A veces, sin un programa claro, el reloj regalado tampoco se despereza y las horas no avanzan. Podemos pensar que es el reloj el que no funciona. Sin embargo, es el cielo que está lleno de sol, la misma luz sobre la misma plaza que se prolonga. Eso le sucedía a Meursault, el extraño de Camus al que no le gustaban los domingos como a tanta gente. Encaminado hacia un homicidio absurdo, por un sol abrasador que se rompía en pedazos sobre la arena, porque hacía ya dos horas que el día no avanzaba, dos horas que había echado el ancla sobre el mar.

A Meursault ascender en el trabajo o casarse le es indiferente. Por eso acaba matando. Si ese domingo en vez de playa  hubiera ido al fútbol tal vez su crimen podría  haberse evitado.
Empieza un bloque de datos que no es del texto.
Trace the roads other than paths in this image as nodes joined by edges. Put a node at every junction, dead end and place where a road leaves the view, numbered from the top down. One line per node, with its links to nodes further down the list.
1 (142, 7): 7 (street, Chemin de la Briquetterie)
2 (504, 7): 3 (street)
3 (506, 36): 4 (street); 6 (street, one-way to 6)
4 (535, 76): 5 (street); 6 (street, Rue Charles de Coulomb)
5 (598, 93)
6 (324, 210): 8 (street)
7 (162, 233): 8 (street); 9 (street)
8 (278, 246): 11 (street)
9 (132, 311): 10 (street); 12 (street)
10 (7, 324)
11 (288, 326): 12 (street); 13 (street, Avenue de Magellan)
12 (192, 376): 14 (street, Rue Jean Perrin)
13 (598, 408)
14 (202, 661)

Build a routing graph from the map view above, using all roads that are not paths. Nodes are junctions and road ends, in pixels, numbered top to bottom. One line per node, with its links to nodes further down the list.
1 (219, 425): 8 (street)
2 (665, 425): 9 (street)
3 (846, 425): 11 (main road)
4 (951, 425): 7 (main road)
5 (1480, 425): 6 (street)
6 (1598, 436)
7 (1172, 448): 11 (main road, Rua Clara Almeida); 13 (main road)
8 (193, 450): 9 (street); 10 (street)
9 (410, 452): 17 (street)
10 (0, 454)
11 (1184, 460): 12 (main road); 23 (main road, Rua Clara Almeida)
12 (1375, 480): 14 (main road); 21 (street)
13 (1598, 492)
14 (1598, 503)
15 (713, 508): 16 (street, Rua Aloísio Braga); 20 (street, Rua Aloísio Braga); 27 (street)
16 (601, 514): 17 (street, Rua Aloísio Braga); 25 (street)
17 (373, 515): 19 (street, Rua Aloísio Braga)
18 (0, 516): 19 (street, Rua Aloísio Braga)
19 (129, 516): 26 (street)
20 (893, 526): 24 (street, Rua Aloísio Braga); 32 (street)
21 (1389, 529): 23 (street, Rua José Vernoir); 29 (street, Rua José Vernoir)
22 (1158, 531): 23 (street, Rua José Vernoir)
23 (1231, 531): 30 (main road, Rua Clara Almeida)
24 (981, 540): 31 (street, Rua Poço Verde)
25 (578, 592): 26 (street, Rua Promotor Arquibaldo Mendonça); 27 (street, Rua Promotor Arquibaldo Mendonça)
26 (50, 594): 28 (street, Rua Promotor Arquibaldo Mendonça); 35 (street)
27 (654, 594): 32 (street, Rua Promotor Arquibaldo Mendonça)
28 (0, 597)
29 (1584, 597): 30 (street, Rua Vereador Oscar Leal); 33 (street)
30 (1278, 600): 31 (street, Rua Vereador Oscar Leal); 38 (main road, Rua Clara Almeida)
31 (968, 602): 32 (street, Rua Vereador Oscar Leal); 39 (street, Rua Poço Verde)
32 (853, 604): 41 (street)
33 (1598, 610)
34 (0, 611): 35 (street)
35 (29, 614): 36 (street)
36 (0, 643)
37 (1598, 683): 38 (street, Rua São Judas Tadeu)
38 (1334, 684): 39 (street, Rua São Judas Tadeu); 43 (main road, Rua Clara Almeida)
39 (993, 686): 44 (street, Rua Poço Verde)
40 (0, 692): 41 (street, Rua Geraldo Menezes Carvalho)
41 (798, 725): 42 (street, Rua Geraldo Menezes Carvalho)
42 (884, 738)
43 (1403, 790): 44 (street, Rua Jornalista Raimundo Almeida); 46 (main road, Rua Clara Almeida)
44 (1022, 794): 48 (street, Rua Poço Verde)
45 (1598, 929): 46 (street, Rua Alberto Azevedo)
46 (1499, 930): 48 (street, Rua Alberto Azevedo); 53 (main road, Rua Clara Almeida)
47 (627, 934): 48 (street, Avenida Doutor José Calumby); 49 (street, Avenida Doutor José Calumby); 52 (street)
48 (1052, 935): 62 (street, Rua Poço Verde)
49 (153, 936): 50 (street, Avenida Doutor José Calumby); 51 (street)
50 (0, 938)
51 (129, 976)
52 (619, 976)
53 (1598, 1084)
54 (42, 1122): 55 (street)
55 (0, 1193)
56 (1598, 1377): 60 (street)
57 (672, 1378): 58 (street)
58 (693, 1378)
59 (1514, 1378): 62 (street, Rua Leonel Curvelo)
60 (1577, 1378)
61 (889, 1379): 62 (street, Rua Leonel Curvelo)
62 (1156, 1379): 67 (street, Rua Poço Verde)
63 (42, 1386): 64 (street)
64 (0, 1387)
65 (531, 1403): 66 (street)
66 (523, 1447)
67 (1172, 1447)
Los ingleses, que tienen fama universal de prácticos, lo inventaron tras la revolución industrial para eso, para que la gente no se matara y supiera que hacer con los domingos. Cuando gana tu equipo nunca se es completamente desgraciado y hasta puede salvarse el frágil equilibrio criminal de cada día.

El domingo es otra cosa, sí por fin llega la hora H del día D. Si por fin llegan las cinco de la tarde y tu debida hora y media de Señor. Con un puro barato en la boca, como decía el cronista del ABC, lo recuerdo, cuando las viejas Gaunas de tercera recibían en la Copa al capitalino y real Madrid. Antes habrás rellenado los crucigramas del periódico, consultado todos los encuentros que se televisan y visitado las esquelas para asegurarte de que el muerto siempre es el otro. Si te has desplazado siguiendo los pasos de tu equipo, el tedio se muda caminante: fotografías del mal gusto provinciano, rodeos a la catedral, puede que te animes a entrar, aunque mal puedes rogar por la victoria a un santo patrón ajeno. Y bares y más bares con las mismas y peores tapas. Y ese sol, cuyas huellas te crecerán en el rostro y los brazos, con la misma luz sobre las calles que cruzas repetidamente.

Pero ha llegado tu hora. Tu hora de juzgar severamente la alineación donde siempre faltarán los de tu agrado y te permitirá chillar a los que se han colado. Que para eso pagas y eres dueño y señor de mostrar tu ruidosa desaprobación. Sabes más que nadie y estás al corriente de los bulos más descabellados. Esos que ni los propios afectados conocen. Gane o pierda tu equipo, a ti te pertenece juzgarlos, auparlos a la gloria o apearlos en menos que canta un gallo.

Con el tufo de la derrota, derrotado, te conduces por los pasillos,  condenado a sufrir la racionalidad del lunes mientras pones otra cruz en tu calendario.